# WHAT IS NEEDED:
Show every line of the data below that includes the word "名古屋祖父江線".

# RECORDED INFORMATION:

───

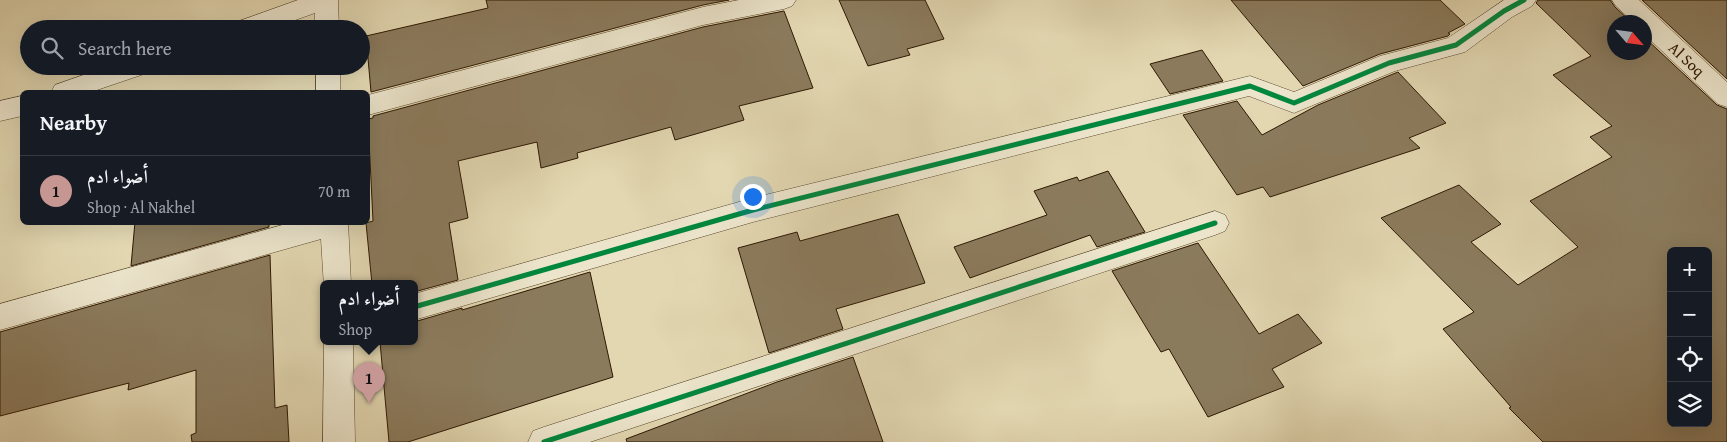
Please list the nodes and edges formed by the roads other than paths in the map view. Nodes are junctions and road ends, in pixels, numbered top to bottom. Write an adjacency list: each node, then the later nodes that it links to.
1 (325, 0): 5 (street); 6 (street)
2 (784, 0): 12 (street)
3 (1524, 0): 19 (street)
4 (1624, 0): 11 (street, Al Soq)
5 (268, 20)
6 (326, 20)
7 (112, 75): 9 (street)
8 (328, 75): 10 (street)
9 (70, 90)
10 (328, 90)
11 (1727, 97)
12 (370, 104)
13 (20, 107): 14 (street)
14 (0, 112)
15 (1215, 223): 23 (street)
16 (327, 225): 20 (street)
17 (334, 225): 18 (street)
18 (336, 280)
19 (418, 306)
20 (0, 318)
21 (338, 345): 22 (street)
22 (339, 442)
23 (544, 442)

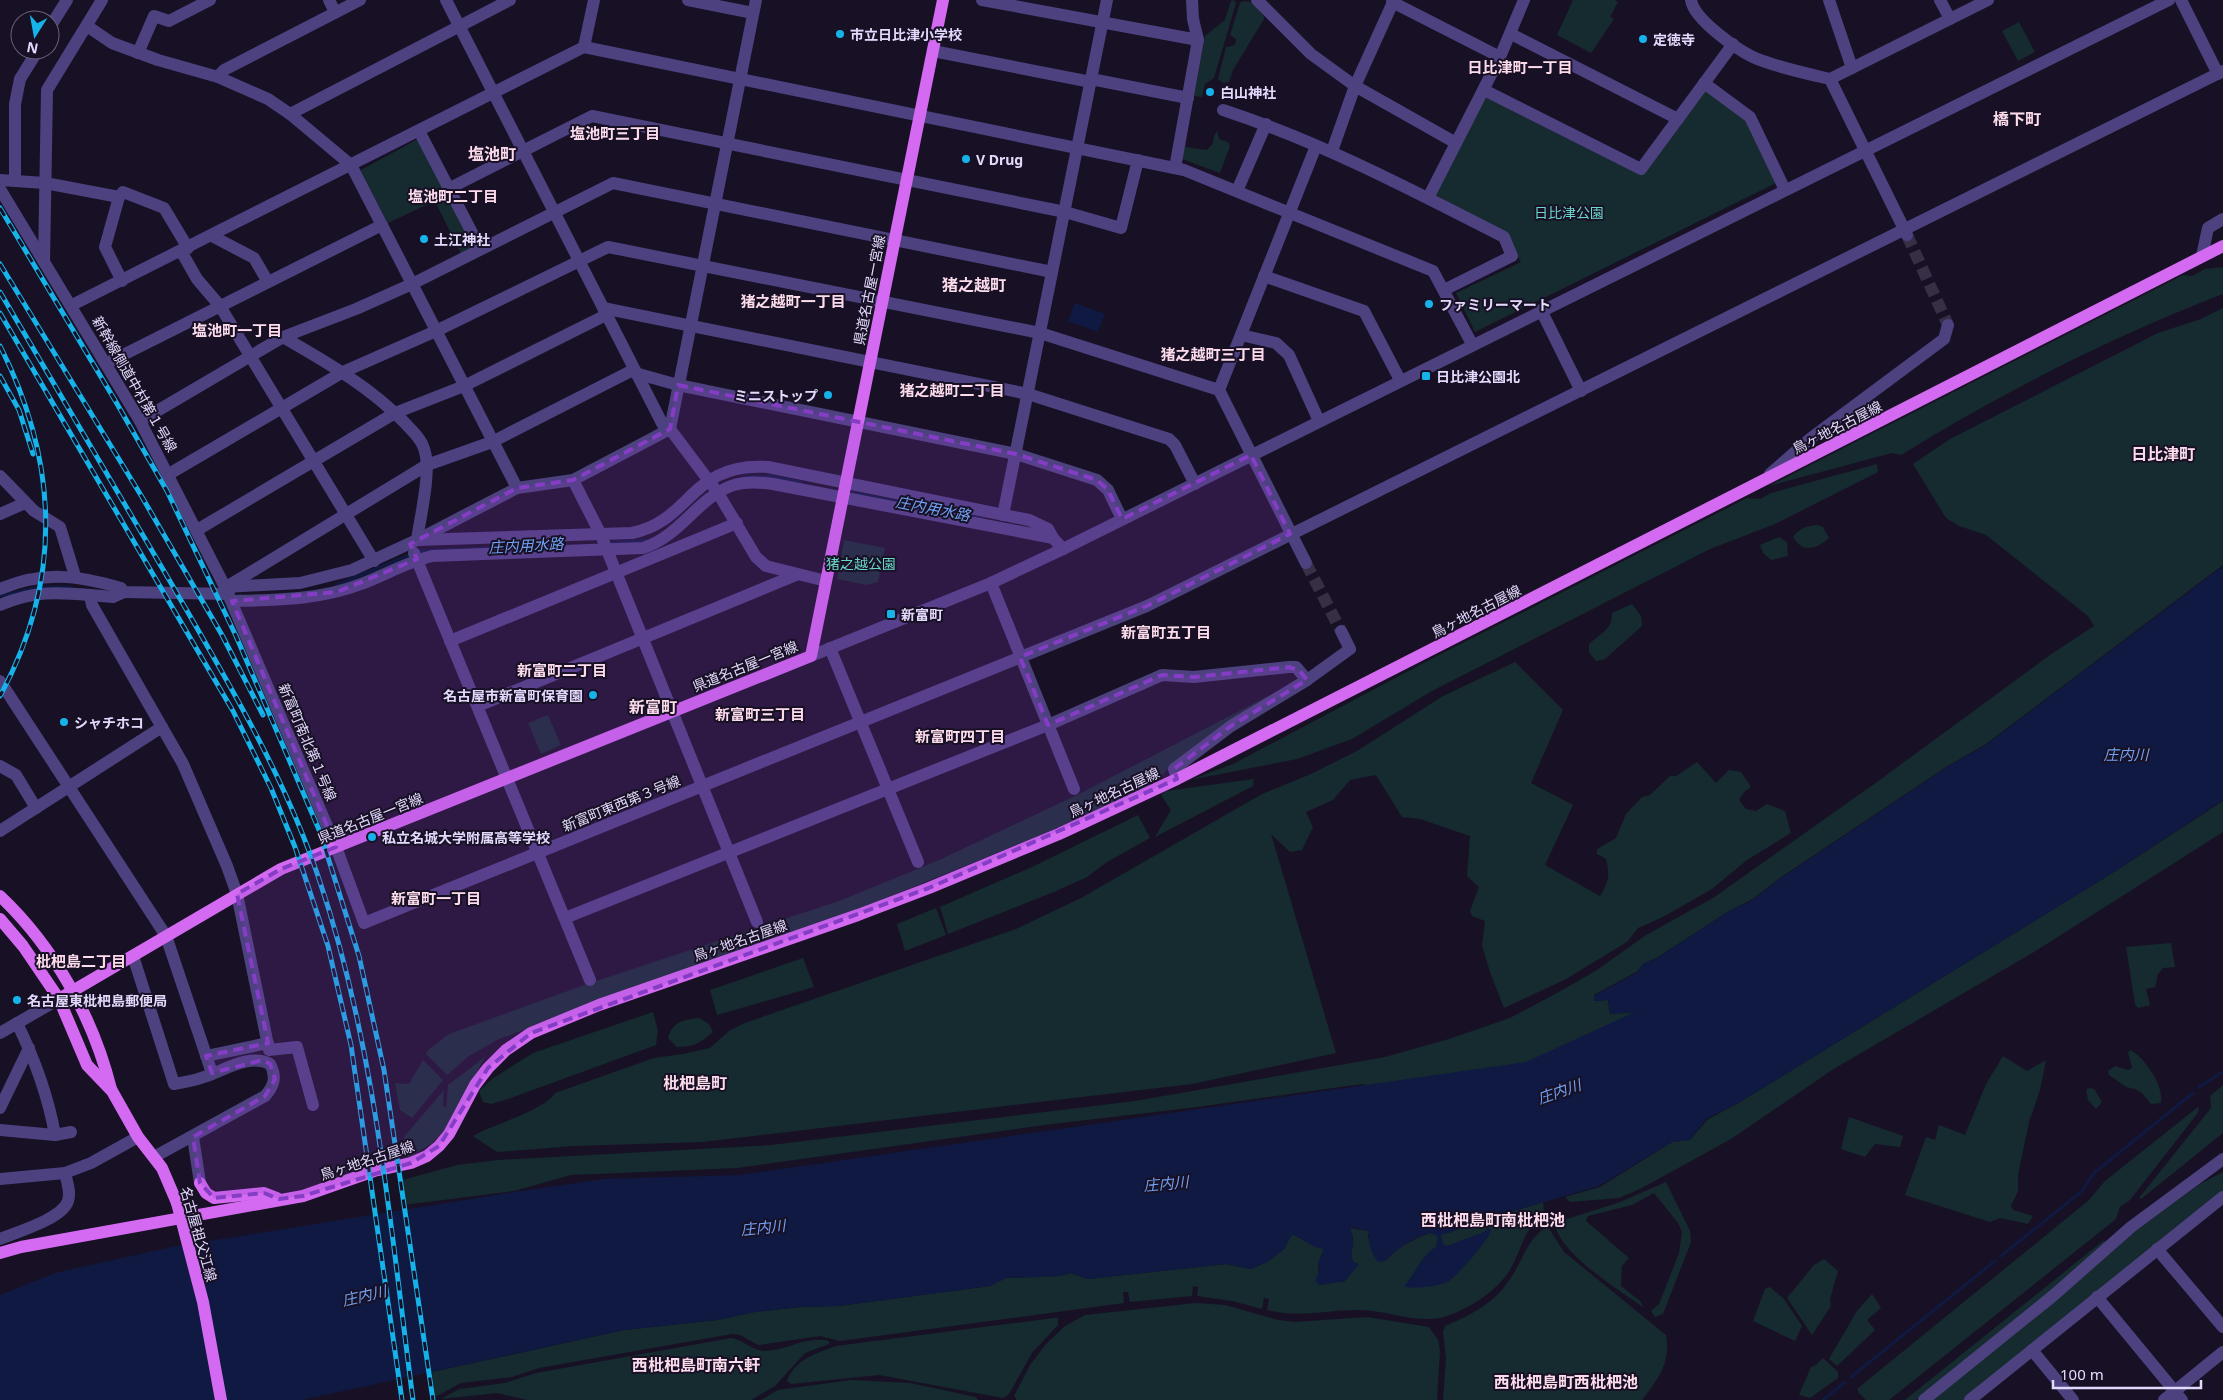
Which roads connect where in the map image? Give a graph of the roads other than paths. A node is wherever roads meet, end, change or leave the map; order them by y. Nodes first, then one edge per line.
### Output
1 (67, 0) edge
2 (102, 0) edge
3 (210, 0) edge
4 (329, 0) edge
5 (360, 0) edge
6 (446, 0) edge
7 (510, 0) edge
8 (594, 0) edge
9 (688, 0) edge
10 (756, 0) edge
11 (943, 0) edge
12 (982, 0) edge
13 (1107, 0) edge
14 (1192, 0) edge
15 (1257, 0) edge
16 (1524, 0) edge
17 (1691, 0) edge
18 (1829, 0) edge
19 (1940, 0) edge
20 (1988, 0) edge
21 (2169, 0) edge
22 (2181, 0) edge
23 (1393, 1) edge
24 (60, 12) edge
25 (335, 12) junction
26 (753, 13) junction
27 (1950, 19) junction
28 (1102, 24) junction
29 (87, 26) junction
30 (460, 27) junction
31 (1511, 34) junction
32 (1198, 40) junction
33 (1734, 44) junction
34 (584, 47) junction
35 (933, 51) junction
36 (138, 53) junction
37 (1500, 57) junction
38 (32, 60) edge
39 (1852, 68) junction
40 (2221, 73) edge
41 (218, 77) junction
42 (740, 78) junction
43 (1830, 79) junction
44 (1091, 80) junction
45 (1704, 83) junction
46 (1355, 86) junction
47 (1484, 90) junction
48 (493, 93) junction
49 (1188, 98) junction
50 (1223, 110) dead end
51 (290, 114) junction
52 (920, 115) junction
53 (1678, 119) junction
54 (1266, 124) junction
55 (419, 131) junction
56 (726, 143) junction
57 (1456, 143) junction
58 (1316, 146) junction
59 (1078, 148) junction
60 (1332, 151) junction
61 (1864, 151) junction
62 (523, 152) junction
63 (1138, 160) junction
64 (351, 165) junction
65 (1175, 168) junction
66 (0, 180) edge
67 (15, 180) junction
68 (907, 180) junction
69 (46, 183) junction
70 (450, 188) junction
71 (0, 189) edge
72 (1785, 190) junction
73 (1236, 191) junction
74 (119, 197) junction
75 (1428, 198) junction
76 (714, 204) junction
77 (554, 211) junction
78 (1065, 212) junction
79 (1289, 213) junction
80 (2223, 219) edge
81 (382, 225) junction
82 (1905, 232) junction
83 (212, 236) junction
84 (895, 240) junction
85 (2223, 246) edge
86 (480, 248) junction
87 (184, 250) junction
88 (2202, 256) junction
89 (578, 259) junction
90 (44, 262) junction
91 (702, 265) junction
92 (1052, 272) junction
93 (1264, 276) junction
94 (122, 281) junction
95 (268, 282) junction
96 (412, 284) junction
97 (1444, 290) junction
98 (882, 301) junction
99 (72, 306) junction
100 (220, 306) junction
101 (1541, 310) junction
102 (604, 311) junction
103 (1948, 325) dead end
104 (690, 326) junction
105 (436, 331) junction
106 (1040, 333) junction
107 (1241, 335) junction
108 (283, 337) junction
109 (1472, 344) junction
110 (249, 354) junction
111 (870, 362) junction
112 (107, 363) junction
113 (634, 371) junction
114 (343, 372) junction
115 (1400, 380) junction
116 (678, 385) junction
117 (464, 386) junction
118 (1219, 390) junction
119 (1580, 391) junction
120 (1028, 394) junction
121 (282, 408) junction
122 (395, 413) junction
123 (140, 421) junction
124 (1320, 421) junction
125 (858, 423) junction
126 (668, 430) junction
127 (492, 442) junction
128 (1016, 454) junction
129 (1251, 455) junction
130 (314, 461) junction
131 (427, 466) junction
132 (169, 474) junction
133 (0, 476) edge
134 (573, 480) junction
135 (846, 483) junction
136 (1195, 484) junction
137 (1757, 485) junction
138 (714, 486) junction
139 (517, 488) junction
140 (843, 497) junction
141 (26, 503) junction
142 (0, 514) edge
143 (345, 514) junction
144 (1003, 515) junction
145 (1122, 519) junction
146 (737, 523) junction
147 (197, 530) junction
148 (1290, 534) junction
149 (1053, 538) junction
150 (603, 542) junction
151 (1063, 548) junction
152 (414, 550) junction
153 (374, 561) junction
154 (1306, 563) tunnel mouth
155 (615, 572) junction
156 (796, 575) junction
157 (75, 576) junction
158 (826, 581) junction
159 (990, 583) junction
160 (0, 589) edge
161 (124, 592) junction
162 (229, 594) junction
163 (90, 595) junction
164 (0, 605) edge
165 (1341, 631) tunnel mouth
166 (642, 639) junction
167 (450, 641) junction
168 (830, 648) junction
169 (811, 656) junction
170 (1020, 657) junction
171 (1306, 680) junction
172 (0, 681) edge
173 (478, 706) junction
174 (671, 712) junction
175 (860, 722) junction
176 (1048, 725) junction
177 (162, 727) junction
178 (0, 766) edge
179 (508, 779) junction
180 (1177, 779) junction
181 (702, 786) junction
182 (69, 787) junction
183 (1074, 789) dead end
184 (888, 790) junction
185 (36, 808) junction
186 (0, 831) edge
187 (336, 847) junction
188 (538, 853) junction
189 (729, 853) junction
190 (918, 862) dead end
191 (238, 894) junction
192 (0, 896) edge
193 (566, 918) junction
194 (0, 919) edge
195 (757, 922) dead end
196 (364, 923) joint
197 (166, 936) junction
198 (133, 956) junction
199 (590, 980) dead end
200 (73, 991) junction
201 (59, 999) junction
202 (17, 1024) junction
203 (0, 1033) edge
204 (268, 1043) junction
205 (29, 1048) junction
206 (206, 1056) junction
207 (212, 1073) junction
208 (112, 1091) junction
209 (313, 1104) dead end
210 (0, 1108) edge
211 (70, 1132) dead end
212 (3, 1133) edge
213 (55, 1135) junction
214 (138, 1137) junction
215 (193, 1137) junction
216 (154, 1157) junction
217 (2223, 1159) edge
218 (2217, 1169) edge
219 (65, 1173) junction
220 (0, 1179) edge
221 (200, 1184) joint
222 (2223, 1197) edge
223 (279, 1199) junction
224 (0, 1239) edge
225 (2157, 1249) junction
226 (0, 1253) edge
227 (2097, 1297) junction
228 (2223, 1327) edge
229 (2032, 1350) junction
230 (2223, 1352) edge
231 (2179, 1396) edge
232 (221, 1400) edge
233 (1924, 1400) edge
234 (1970, 1400) edge
235 (2073, 1400) edge
236 (2164, 1400) edge

1 - 24 street
2 - 29 street
3 - 36 street
4 - 25 street
5 - 25 street
6 - 30 street
7 - 30 street
8 - 34 street
9 - 26 street
10 - 26 street
11 - 35 main road, 県道名古屋一宮線
12 - 28 street
13 - 28 street
14 - 32 street
15 - 46 street
16 - 31 street
17 - 33 street
18 - 39 street
19 - 27 street
20 - 27 street
21 - 61 street
22 - 40 street
23 - 37 street
23 - 46 street
25 - 41 street
26 - 42 street
27 - 39 street
28 - 32 street
28 - 44 street
29 - 36 street
29 - 69 street
30 - 48 street
30 - 51 street
31 - 37 street
31 - 53 street
32 - 49 street
33 - 43 street
33 - 45 street
34 - 42 street
34 - 48 street
35 - 44 street
35 - 52 main road, 県道名古屋一宮線
36 - 41 street
37 - 47 street
38 - 67 street
39 - 43 street
40 - 82 street, 新富町東西第３号線
41 - 51 street
42 - 52 street
42 - 56 street
43 - 61 street
44 - 49 street
44 - 59 street
45 - 53 street
45 - 72 street
46 - 57 street
46 - 60 street
47 - 53 street
47 - 57 street
48 - 55 street
48 - 62 street
49 - 65 street
50 - 54 street
51 - 64 street
52 - 59 street
52 - 68 main road, 県道名古屋一宮線
54 - 58 street
54 - 73 street
55 - 64 street
55 - 70 street
56 - 62 street
56 - 68 street
56 - 76 street
57 - 75 street
58 - 60 street
58 - 79 street
59 - 63 street
59 - 78 street
60 - 75 street
61 - 72 street
61 - 82 street
62 - 70 street
62 - 77 street
63 - 65 street
63 - 78 street
64 - 81 street
64 - 83 street
65 - 73 street
66 - 67 street
67 - 69 street
68 - 78 street
68 - 84 main road, 県道名古屋一宮線
69 - 74 street
69 - 90 street
70 - 86 street
71 - 90 street, 新幹線側道中村第１号線
72 - 101 street
73 - 79 street
74 - 87 street
74 - 94 street
75 - 97 street
76 - 77 street
76 - 84 street
76 - 91 street
77 - 86 street
77 - 89 street
78 - 92 street
79 - 93 street
79 - 97 street
80 - 88 street
81 - 95 street
81 - 96 street
82 - 119 street, 新富町東西第３号線
83 - 87 street
83 - 95 street
84 - 92 street
84 - 98 main road, 県道名古屋一宮線
85 - 88 main road, 鳥ヶ地名古屋線
86 - 96 street
87 - 94 street
87 - 100 street
88 - 137 main road, 鳥ヶ地名古屋線
89 - 91 street
89 - 102 street
89 - 105 street
90 - 99 street, 新幹線側道中村第１号線
91 - 98 street
91 - 104 street
92 - 106 street
93 - 107 street
93 - 115 street
94 - 99 street
95 - 100 street
96 - 105 street
96 - 108 street
97 - 109 street
98 - 106 street
98 - 111 main road, 県道名古屋一宮線
99 - 112 street, 新幹線側道中村第１号線
100 - 110 street
100 - 112 street
101 - 109 street
101 - 119 street
102 - 104 street
102 - 113 street
102 - 117 street
103 - 137 street
104 - 111 street
104 - 116 street
105 - 114 street
105 - 117 street
106 - 118 street
106 - 120 street
107 - 118 street
107 - 124 street
108 - 110 street
108 - 114 street
109 - 115 street
110 - 121 street
110 - 123 street
111 - 120 street
111 - 125 main road, 県道名古屋一宮線
112 - 123 street, 新幹線側道中村第１号線
113 - 116 street
113 - 126 street
113 - 127 street
114 - 121 street
114 - 122 street
115 - 124 street
116 - 125 street
116 - 126 street
117 - 122 street
117 - 127 street
118 - 129 street
119 - 148 street, 新富町東西第３号線
120 - 128 street
120 - 136 street
121 - 130 street
121 - 132 street
122 - 130 street
122 - 131 street
123 - 132 street, 新幹線側道中村第１号線
124 - 129 street
125 - 128 street
125 - 135 main road, 県道名古屋一宮線
126 - 134 street
126 - 138 street
127 - 131 street
127 - 139 street
128 - 144 street
128 - 145 street
129 - 136 street
129 - 148 street
130 - 143 street
130 - 147 street
131 - 143 street
131 - 152 street
132 - 147 street, 新幹線側道中村第１号線
133 - 141 street
134 - 139 street
134 - 150 street
135 - 138 street
135 - 140 main road, 県道名古屋一宮線
135 - 144 street
136 - 145 street
137 - 180 main road, 鳥ヶ地名古屋線
138 - 140 street
138 - 146 street
138 - 150 street
139 - 152 street
140 - 149 street
140 - 158 main road, 県道名古屋一宮線
141 - 142 street
141 - 157 street
143 - 153 street
143 - 162 street
144 - 149 street
145 - 151 street
146 - 155 street
146 - 156 street
147 - 162 street, 新幹線側道中村第１号線
148 - 154 street
148 - 170 street, 新富町東西第３号線
149 - 151 street
150 - 152 street
150 - 152 street
150 - 155 street
151 - 159 street
152 - 153 street
152 - 162 street
152 - 167 street
153 - 162 street
155 - 166 street
155 - 167 street
156 - 158 street
156 - 166 street
157 - 160 street
157 - 161 street
158 - 169 main road, 県道名古屋一宮線
159 - 168 street
159 - 170 street
161 - 162 street
161 - 163 street
162 - 187 street, 新富町南北第１号線
163 - 164 street
163 - 177 street
165 - 171 street
166 - 173 street
166 - 174 street
167 - 173 street
168 - 169 street
168 - 175 street
169 - 174 main road, 県道名古屋一宮線
170 - 175 street, 新富町東西第３号線
170 - 176 street
171 - 176 street
171 - 180 street
172 - 182 street
173 - 179 street
174 - 179 main road, 県道名古屋一宮線
174 - 181 street
175 - 181 street, 新富町東西第３号線
175 - 184 street
176 - 183 street
176 - 184 street
177 - 182 street
177 - 191 street
178 - 185 street
179 - 187 main road, 県道名古屋一宮線
179 - 188 street
180 - 223 main road, 鳥ヶ地名古屋線
181 - 188 street, 新富町東西第３号線
181 - 189 street
182 - 185 street
182 - 197 street
184 - 189 street
184 - 190 street
185 - 186 street
187 - 191 main road, 県道名古屋一宮線
187 - 196 street, 新富町南北第１号線
188 - 193 street
188 - 196 street, 新富町東西第３号線
189 - 193 street
189 - 195 street
191 - 197 main road, 県道名古屋一宮線
191 - 204 street
192 - 200 main road, 名古屋祖父江線
193 - 199 street
194 - 201 main road, 名古屋祖父江線
197 - 198 main road, 県道名古屋一宮線
197 - 206 street
198 - 200 main road, 県道名古屋一宮線
198 - 207 street
200 - 201 main road, 県道名古屋一宮線
200 - 208 main road, 名古屋祖父江線
201 - 202 street
201 - 208 main road, 名古屋祖父江線
202 - 203 street
202 - 205 street
204 - 206 street
204 - 209 street
205 - 210 street
205 - 213 street
206 - 207 street
207 - 215 street
208 - 214 main road, 名古屋祖父江線
211 - 213 street
212 - 213 street
214 - 216 main road, 名古屋祖父江線
214 - 219 street
215 - 216 street
215 - 221 street
216 - 232 main road, 名古屋祖父江線, bridge
217 - 218 street
218 - 233 street
219 - 220 street
219 - 224 street
221 - 223 main road
222 - 225 street
223 - 226 main road, 鳥ヶ地名古屋線
225 - 227 street
225 - 228 street
227 - 229 street
227 - 231 street
229 - 234 street
229 - 235 street
230 - 231 street
231 - 236 street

───

# WRITTEN SOLUTION:
192 - 200 main road, 名古屋祖父江線
194 - 201 main road, 名古屋祖父江線
200 - 208 main road, 名古屋祖父江線
201 - 208 main road, 名古屋祖父江線
208 - 214 main road, 名古屋祖父江線
214 - 216 main road, 名古屋祖父江線
216 - 232 main road, 名古屋祖父江線, bridge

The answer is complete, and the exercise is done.